How this History Changing Innovation Built the Windy City
Chicago Central Station, around the turn of the 20th century. Wikimedia

9. Great Central Station – Central Station

In 1856 the Illinois Central Railroad opened Great Central Station, at the time the largest building in downtown Chicago. Above the depot, which stood on Water Street, the Illinois Central maintained its corporate offices. Behind the depot were eight separate rail lines covered by a train shed. The station featured a masonry façade on Water Street, with the rest of the structure built mostly of wood. Though it suffered severe damage during the Great Fire it remained open for business, receiving trains carrying much of the emergency aid sent to the city. The wooden train shed, destroyed by the fire, was never rebuilt.

The predecessors to the Big Four (the Cleveland, Cincinnati, Chicago and St. Louis Railway) and the railroad itself all used Great Central Station. An idea of the impact of transportation in Chicago can be inferred from the number of trains serviced in the station by the end of the 19th century. In 1892 the station serviced a peak of 100 intercity passenger trains per day, though it was but one of six major train stations in the city. In 1893 the Illinois Central opened Central Station, and demolished the Great Central Station beginning that same year.

How this History Changing Innovation Built the Windy City
Wells Street Station’s impressive architecture made it an early Chicago landmark. Wikimedia

10. Wells Street Station

The land on which sits Chicago’s Merchandise Mart once featured the Wells Street Station. Built by the Chicago and North Western railway and opening in 1881, the station serviced passenger trains for thirty years before the Chicago and North Western replaced it, opening another terminal on the opposite side of the North Branch of the Chicago River. The older station remained in use as a freight terminal, and the Merchandise Mart used the air rights above the station when built in the late 1920s. The Merchandise Mart opened in 1930, with a new freight station built to serve its needs.

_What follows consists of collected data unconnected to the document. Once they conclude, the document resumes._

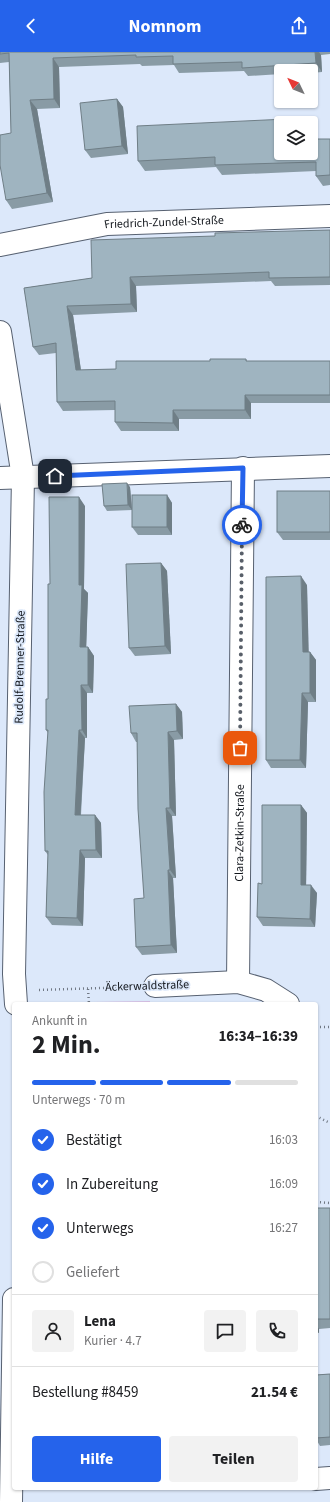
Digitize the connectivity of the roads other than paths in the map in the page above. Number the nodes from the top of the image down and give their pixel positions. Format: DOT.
graph roads {
  1 [pos="330,216"];
  2 [pos="0,245"];
  3 [pos="0,332"];
  4 [pos="330,466"];
  5 [pos="243,468"];
  6 [pos="23,477"];
  7 [pos="0,478"];
  8 [pos="238,982"];
  9 [pos="155,986"];
  10 [pos="11,995"];
  11 [pos="285,1002"];
  12 [pos="12,1376"];
  13 [pos="330,1478"];
  14 [pos="318,1479"];
  15 [pos="9,1492"];
  1 -- 2 [label="street, Friedrich-Zundel-Straße"];
  3 -- 6 [label="street, Rudolf-Brenner-Straße"];
  4 -- 5 [label="street"];
  5 -- 6 [label="street"];
  5 -- 8 [label="street, Clara-Zetkin-Straße"];
  6 -- 7 [label="street"];
  6 -- 10 [label="street, Rudolf-Brenner-Straße"];
  8 -- 9 [label="street, Äckerwaldstraße"];
  8 -- 11 [label="street, Äckerwaldstraße"];
  12 -- 15 [label="street"];
  13 -- 14 [label="street"];
}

Wells Street Station provided an important link for residents of the city’s suburbs, arriving in the city daily for work. In 1893 the station serviced about 200 trains per day, accommodating an average of 32,000 passengers. The five-story station, which also provided office space for railroad executives and workers, stood before a train shed which covered 12 tracks. Wells Street Station serviced the trains of its parent company exclusively, the only one of the six main stations in Chicago used by a single railroad. Its central tower became an early Chicago landmark, rising 188 feet into the air and featuring a large clock on each of its four sides beneath its steeple.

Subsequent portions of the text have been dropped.